Как ни странно, Алексей Петрович почувствовал облегчение, хотя отъезд Ирэн ничего не прояснял, и тут же отправился домой. По дороге он пытался сообразить, через кого бы можно было узнать поточнее о том, куда и на какое время уехала Ирэн, и оказалось, что у него нет ни одного человека, кому бы он мог довериться, ни одного человека, которого бы он мог назвать своим другом. Это не стало для него открытием, просто он никогда до этого так обнаженно не признавался себе в своем одиночестве.
Прошла неделя, другая, Алексей Петрович смирился с тем, что Ирэн нет и, вполне возможно, больше не будет в его жизни никогда. Зная ее характер, он пришел к выводу, что она уехала навсегда, чтобы не связывать его и себя ребенком. Не исключено, что дело даже и не в этом, а в каких-то еврейских традициях, по которым национальность ребенка определяется по матери. Она родит мальчика, его обрежут, и станет он Зарнициным или каким-нибудь Фишманом и, следовательно, чистокровным евреем. Противиться такому повороту событий Алексей Петрович не мог. И, если быть честным перед самим собой, не имел ни малейшего желания.
Однако, несмотря на все свои успокаивающие решения и выводы, Алексей Петрович с тревогой ожидал, что беременность Ирэн и ее исчезновение каким-то образом откликнутся и на нем самом. По своей всегдашней привычке усматривать во всяком повороте судьбы трагическое начало, вредное для Задонова-человека, но полезное для его писательской склонности, Алексей Петрович и на этот раз рисовал в своем воображении немыслимые картины и сцены, которые могут воспоследовать в связи с его увлечением Ирэн, ее беременностью и неожиданным отъездом. Картины и сцены были ужасные, иные кончались самоубийством героя и героини, а вскоре вымышленные Задонов и Зарницина (два «За» — он впервые это заметил и увидел в этом некий трагический смысл) отделились от реального Алексея Петровича, зажили самостоятельной жизнью, и в них, выдуманных, постепенно перекочевало реальное переживание реального Алексея Петровича, так что реальный Алексей Петрович, наградив своего героя выдуманной судьбой и пережив за него в своем воображении все самое страшное, что могла ему ниспослать судьба, в конце концов успокоился и зажил прежней жизнью.
Глава 14
В начале августа Иван Данилович Удовиченко получил на свой домашний адрес письмо из Адлера.
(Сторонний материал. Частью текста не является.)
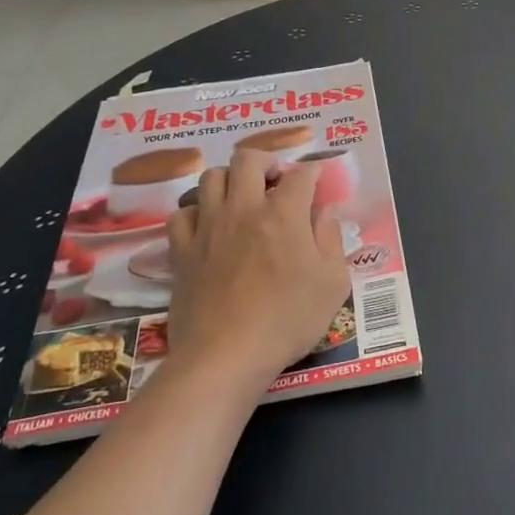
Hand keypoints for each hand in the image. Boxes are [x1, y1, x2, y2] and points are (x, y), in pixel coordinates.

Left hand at [164, 150, 349, 388]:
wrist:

Письмо было написано крупным детским почерком, в нем напрочь отсутствовали знаки препинания и присутствовала прорва всяких грамматических ошибок. Письмо, состоящее из двух тетрадных страниц в косую линейку, писал человек не только малограмотный, но и явно не русский.
В письме сообщалось, что Ирэна Яковлевна Зарницина проживала в поселке Адлер на квартире с 18 марта, что она была беременна на седьмом или восьмом месяце и неожиданно скончалась 24 июня 1934 года, что похоронена на кладбище поселка Адлер, что, поскольку никаких адресов, кроме адреса товарища Удовиченко, обнаружено не было, сообщение о смерти квартирантки посылается по этому адресу, а товарищ Удовиченко уж как сам решит. Сообщалось также, что вещей у покойной почти не имелось, денег тоже, а те, что нашлись, пошли на похороны да поминки.
Иван Данилович, прочитав письмо дважды, долго сидел, уставившись в одну точку, пытаясь понять, что же такого произошло в далеком Адлере, где он никогда не бывал. Когда они с сыном провожали Ирэн в марте, она не производила впечатление больной женщины, у нее даже живота заметно не было. Хотя, конечно, смена климата в таком состоянии тоже как-то могла сказаться на здоровье женщины и вызвать резкие в нем осложнения.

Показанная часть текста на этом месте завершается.